DATA FOR THIS EXERCISE:
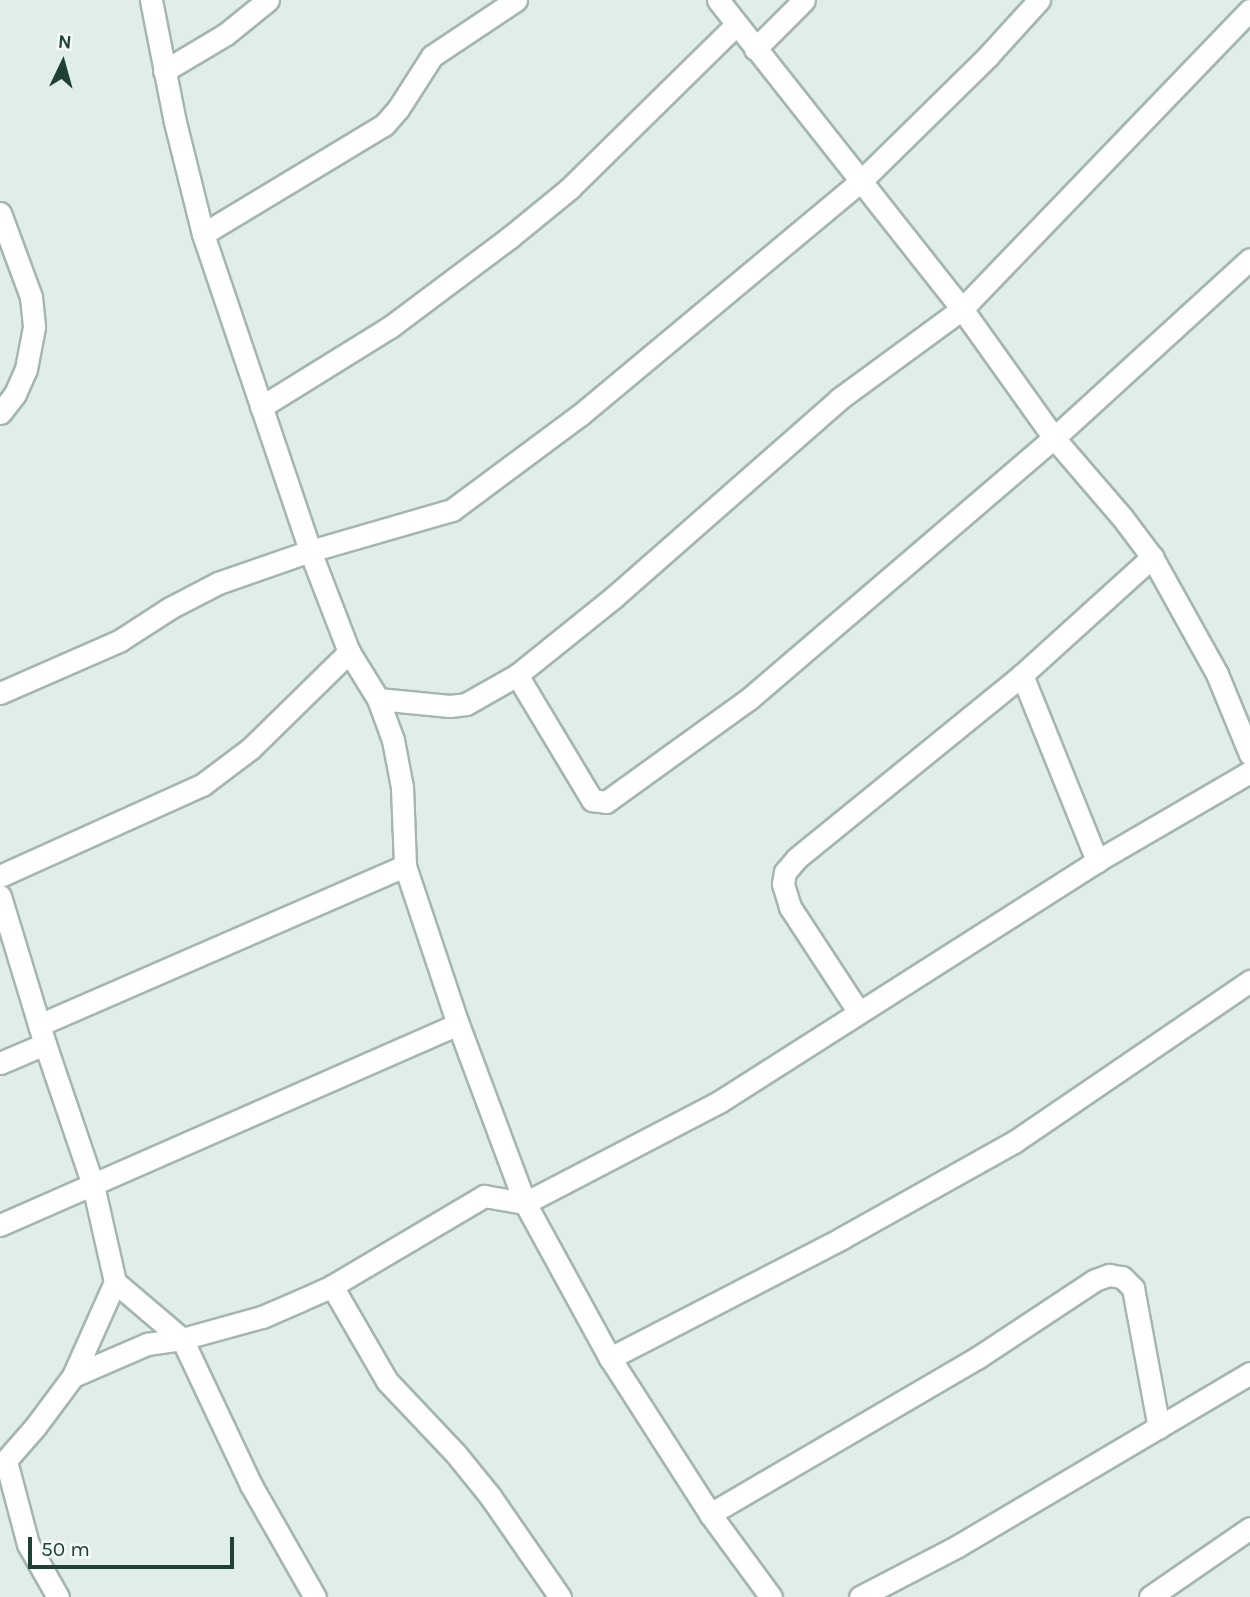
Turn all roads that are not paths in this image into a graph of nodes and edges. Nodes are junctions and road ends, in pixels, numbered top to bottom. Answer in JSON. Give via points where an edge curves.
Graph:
{"nodes":[{"id":1,"x":150,"y":0,"type":"edge"},
{"id":2,"x":268,"y":0,"type":"edge"},
{"id":3,"x":516,"y":0,"type":"edge"},
{"id":4,"x":718,"y":0,"type":"edge"},
{"id":5,"x":804,"y":0,"type":"edge"},
{"id":6,"x":1039,"y":0,"type":"edge"},
{"id":7,"x":1250,"y":10,"type":"edge"},
{"id":8,"x":736,"y":25,"type":"junction"},
{"id":9,"x":755,"y":49,"type":"junction"},
{"id":10,"x":164,"y":71,"type":"junction"},
{"id":11,"x":860,"y":182,"type":"junction"},
{"id":12,"x":0,"y":213,"type":"edge"},
{"id":13,"x":203,"y":234,"type":"junction"},
{"id":14,"x":1250,"y":259,"type":"edge"},
{"id":15,"x":961,"y":309,"type":"junction"},
{"id":16,"x":261,"y":407,"type":"junction"},
{"id":17,"x":0,"y":414,"type":"edge"},
{"id":18,"x":1054,"y":438,"type":"junction"},
{"id":19,"x":310,"y":551,"type":"junction"},
{"id":20,"x":1152,"y":557,"type":"junction"},
{"id":21,"x":349,"y":652,"type":"junction"},
{"id":22,"x":517,"y":675,"type":"junction"},
{"id":23,"x":1022,"y":675,"type":"junction"},
{"id":24,"x":0,"y":693,"type":"edge"},
{"id":25,"x":378,"y":699,"type":"junction"},
{"id":26,"x":1250,"y":754,"type":"edge"},
{"id":27,"x":1250,"y":772,"type":"edge"},
{"id":28,"x":1097,"y":861,"type":"junction"},
{"id":29,"x":405,"y":866,"type":"junction"},
{"id":30,"x":0,"y":876,"type":"edge"},
{"id":31,"x":0,"y":896,"type":"edge"},
{"id":32,"x":1250,"y":981,"type":"edge"},
{"id":33,"x":858,"y":1011,"type":"junction"},
{"id":34,"x":458,"y":1024,"type":"junction"},
{"id":35,"x":42,"y":1035,"type":"junction"},
{"id":36,"x":0,"y":1063,"type":"edge"},
{"id":37,"x":93,"y":1185,"type":"junction"},
{"id":38,"x":524,"y":1203,"type":"junction"},
{"id":39,"x":0,"y":1225,"type":"edge"},
{"id":40,"x":115,"y":1282,"type":"junction"},
{"id":41,"x":332,"y":1286,"type":"junction"},
{"id":42,"x":182,"y":1339,"type":"junction"},
{"id":43,"x":610,"y":1358,"type":"junction"},
{"id":44,"x":1250,"y":1373,"type":"edge"},
{"id":45,"x":73,"y":1376,"type":"junction"},
{"id":46,"x":1159,"y":1428,"type":"junction"},
{"id":47,"x":3,"y":1464,"type":"edge"},
{"id":48,"x":710,"y":1514,"type":"junction"},
{"id":49,"x":1250,"y":1528,"type":"edge"},
{"id":50,"x":58,"y":1597,"type":"edge"},
{"id":51,"x":315,"y":1597,"type":"edge"},
{"id":52,"x":560,"y":1597,"type":"edge"},
{"id":53,"x":771,"y":1597,"type":"edge"},
{"id":54,"x":860,"y":1597,"type":"edge"},
{"id":55,"x":1150,"y":1597,"type":"edge"}],
"edges":[{"from":1,"to":10,"type":"street"},
{"from":2,"to":10,"type":"street","via":[[226,34]]},
{"from":3,"to":13,"type":"street","via":[[432,56],[384,125]]},
{"from":4,"to":8,"type":"street"},
{"from":5,"to":9,"type":"street"},
{"from":6,"to":11,"type":"street"},
{"from":7,"to":15,"type":"street"},
{"from":8,"to":9,"type":"street"},
{"from":8,"to":16,"type":"street","via":[[570,188],[509,238],[390,327]]},
{"from":9,"to":11,"type":"street"},
{"from":10,"to":13,"type":"street"},
{"from":11,"to":15,"type":"street"},
{"from":11,"to":19,"type":"street","via":[[580,415],[452,510]]},
{"from":12,"to":17,"type":"street","via":[[31,297],[34,327],[26,369]]},
{"from":13,"to":16,"type":"street"},
{"from":14,"to":18,"type":"street"},
{"from":15,"to":18,"type":"street"},
{"from":15,"to":22,"type":"street","via":[[839,399],[614,597]]},
{"from":16,"to":19,"type":"street"},
{"from":18,"to":20,"type":"street"},
{"from":18,"to":22,"type":"street","via":[[749,699],[606,802],[592,800]]},
{"from":19,"to":21,"type":"street"},
{"from":19,"to":24,"type":"street","via":[[218,583],[120,641]]},
{"from":20,"to":23,"type":"street"},
{"from":20,"to":26,"type":"street","via":[[1217,674]]},
{"from":21,"to":25,"type":"street"},
{"from":21,"to":30,"type":"street","via":[[250,749],[202,785]]},
{"from":22,"to":25,"type":"street","via":[[466,704]]},
{"from":23,"to":28,"type":"street"},
{"from":23,"to":33,"type":"street","via":[[785,872],[783,884],[790,907]]},
{"from":25,"to":29,"type":"street","via":[[393,740],[402,787]]},
{"from":27,"to":28,"type":"street"},
{"from":28,"to":33,"type":"street"},
{"from":29,"to":34,"type":"street"},
{"from":29,"to":35,"type":"street"},
{"from":31,"to":35,"type":"street"},
{"from":32,"to":43,"type":"street","via":[[1014,1142],[842,1238]]},
{"from":33,"to":38,"type":"street","via":[[719,1102]]},
{"from":34,"to":37,"type":"street"},
{"from":34,"to":38,"type":"street"},
{"from":35,"to":36,"type":"street"},
{"from":35,"to":37,"type":"street"},
{"from":37,"to":39,"type":"street"},
{"from":37,"to":40,"type":"street"},
{"from":38,"to":41,"type":"street","via":[[484,1196]]},
{"from":38,"to":43,"type":"street"},
{"from":40,"to":42,"type":"street"},
{"from":40,"to":45,"type":"street"},
{"from":41,"to":42,"type":"street","via":[[262,1317]]},
{"from":41,"to":52,"type":"street","via":[[387,1381],[490,1496]]},
{"from":42,"to":45,"type":"street","via":[[147,1344]]},
{"from":42,"to":51,"type":"street","via":[[251,1485]]},
{"from":43,"to":48,"type":"street"},
{"from":44,"to":46,"type":"street"},
{"from":45,"to":47,"type":"street"},
{"from":46,"to":48,"type":"street","via":[[1133,1288],[1122,1278],[1109,1275]]},
{"from":46,"to":54,"type":"street","via":[[956,1547]]},
{"from":47,"to":50,"type":"street","via":[[28,1544]]},
{"from":48,"to":53,"type":"street"},
{"from":49,"to":55,"type":"street"}]}
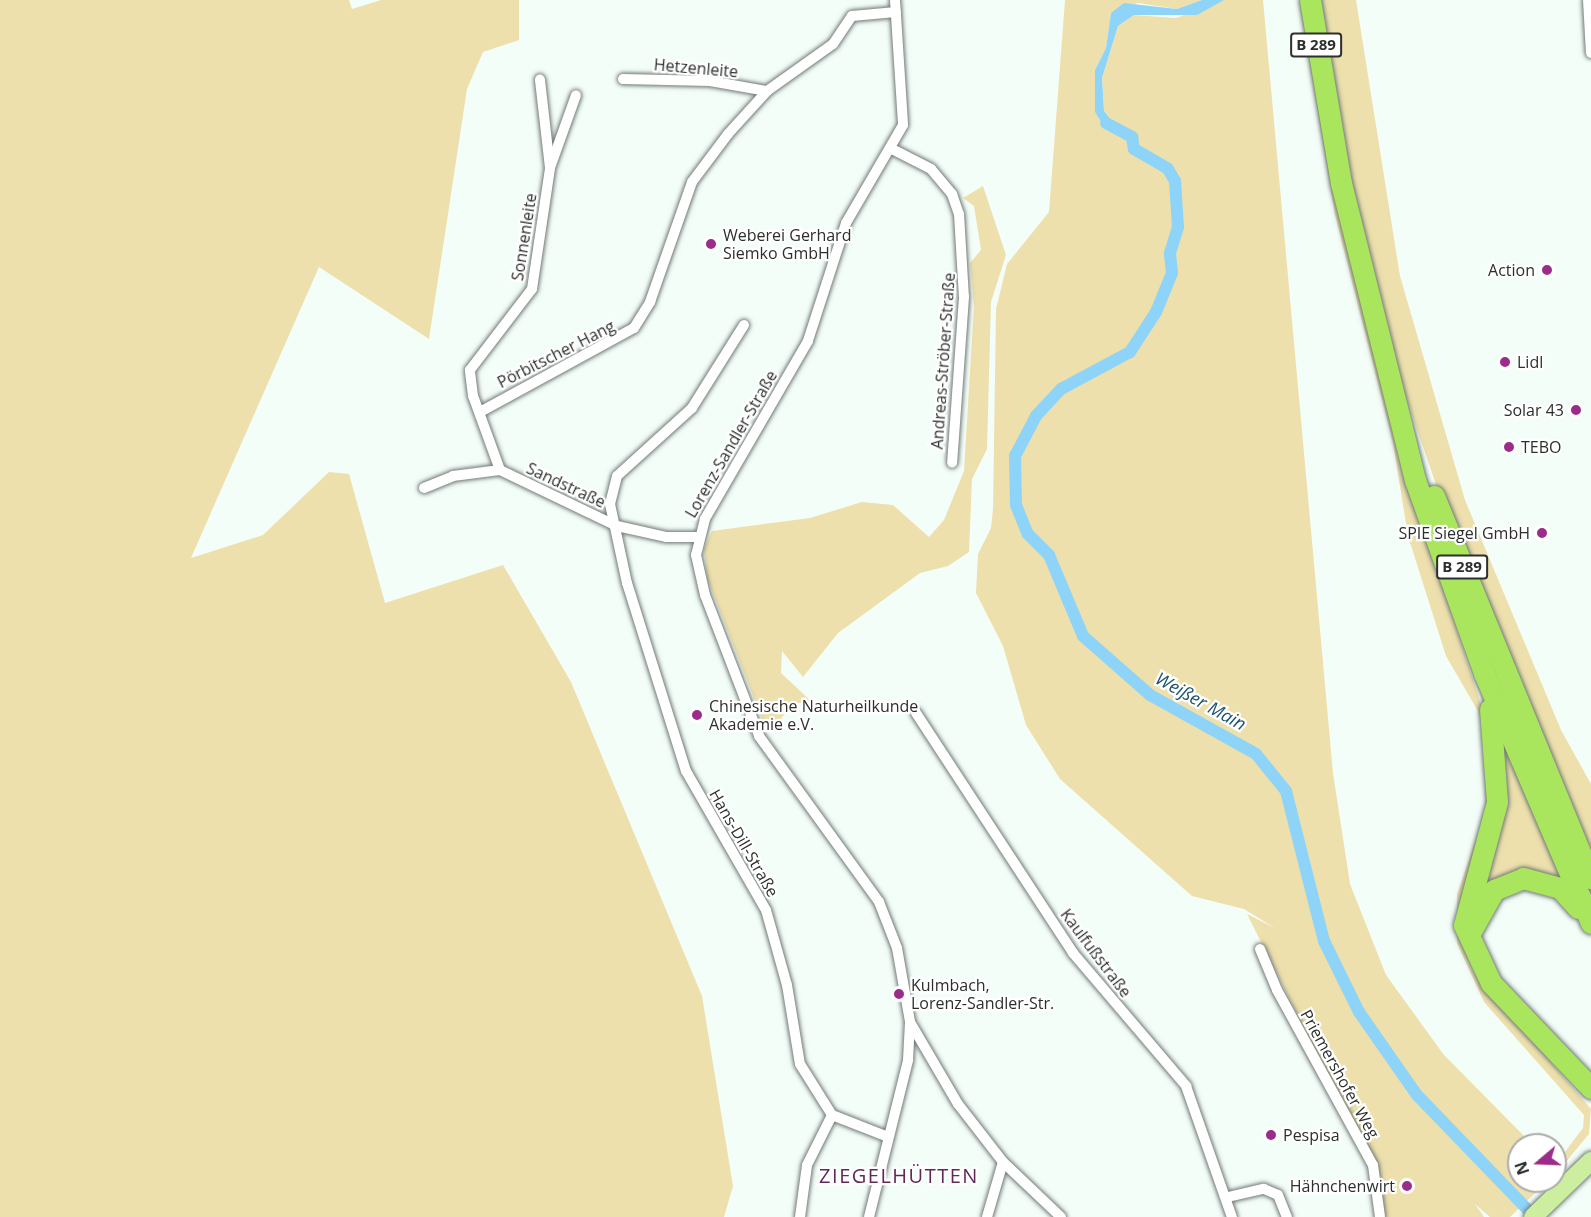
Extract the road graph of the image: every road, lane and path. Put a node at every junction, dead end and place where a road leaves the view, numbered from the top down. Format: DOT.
graph roads {
  1 [pos="895,0"];
  2 [pos="1310,0"];
  3 [pos="1588,0"];
  4 [pos="896,12"];
  5 [pos="1591,52"];
  6 [pos="623,79"];
  7 [pos="540,80"];
  8 [pos="767,91"];
  9 [pos="576,95"];
  10 [pos="892,149"];
  11 [pos="550,168"];
  12 [pos="744,324"];
  13 [pos="1381,348"];
  14 [pos="480,412"];
  15 [pos="952,464"];
  16 [pos="500,470"];
  17 [pos="424,488"];
  18 [pos="617,526"];
  19 [pos="697,537"];
  20 [pos="1484,673"];
  21 [pos="916,712"];
  22 [pos="1591,878"];
  23 [pos="1591,923"];
  24 [pos="1591,929"];
  25 [pos="1468,940"];
  26 [pos="1260,949"];
  27 [pos="910,1022"];
  28 [pos="1587,1081"];
  29 [pos="832,1115"];
  30 [pos="888,1137"];
  31 [pos="1591,1161"];
  32 [pos="1003,1162"];
  33 [pos="1227,1197"];
  34 [pos="800,1217"];
  35 [pos="869,1217"];
  36 [pos="987,1217"];
  37 [pos="1061,1217"];
  38 [pos="1232,1217"];
  39 [pos="1287,1217"];
  40 [pos="1380,1217"];
  41 [pos="1533,1217"];
  1 -- 4 [label="street, Lorenz-Sandler-Straße"];
  2 -- 13 [label="highway, B 289"];
  3 -- 5 [label="street"];
  4 -- 8 [label="street, Pörbitscher Hang"];
  4 -- 10 [label="street, Lorenz-Sandler-Straße"];
  6 -- 8 [label="street, Hetzenleite"];
  7 -- 11 [label="street, Sonnenleite"];
  8 -- 14 [label="street, Pörbitscher Hang"];
  9 -- 11 [label="street"];
  10 -- 15 [label="street, Andreas-Ströber-Straße"];
  10 -- 19 [label="street, Lorenz-Sandler-Straße"];
  11 -- 14 [label="street, Sonnenleite"];
  12 -- 18 [label="street, Hans-Dill-Straße"];
  13 -- 20 [label="highway, B 289"];
  13 -- 22 [label="highway, B 289"];
  14 -- 16 [label="street"];
  16 -- 17 [label="street, Sandstraße"];
  16 -- 18 [label="street, Sandstraße"];
  18 -- 19 [label="street, Sandstraße"];
  18 -- 29 [label="street, Hans-Dill-Straße"];
  19 -- 27 [label="street, Lorenz-Sandler-Straße"];
  20 -- 23 [label="highway, B 289"];
  20 -- 25 [label="highway"];
  21 -- 33 [label="street, Kaulfußstraße"];
  24 -- 25 [label="highway"];
  25 -- 28 [label="highway"];
  26 -- 40 [label="street, Priemershofer Weg"];
  27 -- 30 [label="street"];
  27 -- 32 [label="street, Lorenz-Sandler-Straße"];
  29 -- 30 [label="street"];
  29 -- 34 [label="street"];
  30 -- 35 [label="street"];
  31 -- 41 [label="main road"];
  32 -- 36 [label="street"];
  32 -- 37 [label="street, Lorenz-Sandler-Straße"];
  33 -- 38 [label="street, Kaulfußstraße"];
  33 -- 39 [label="street"];
}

EXERCISE DETAILS: Scan the records above for the string "Sandler", and copy every line where it turns up.

FINAL ANSWER:
  1 -- 4 [label="street, Lorenz-Sandler-Straße"];
  4 -- 10 [label="street, Lorenz-Sandler-Straße"];
  10 -- 19 [label="street, Lorenz-Sandler-Straße"];
  19 -- 27 [label="street, Lorenz-Sandler-Straße"];
  27 -- 32 [label="street, Lorenz-Sandler-Straße"];
  32 -- 37 [label="street, Lorenz-Sandler-Straße"];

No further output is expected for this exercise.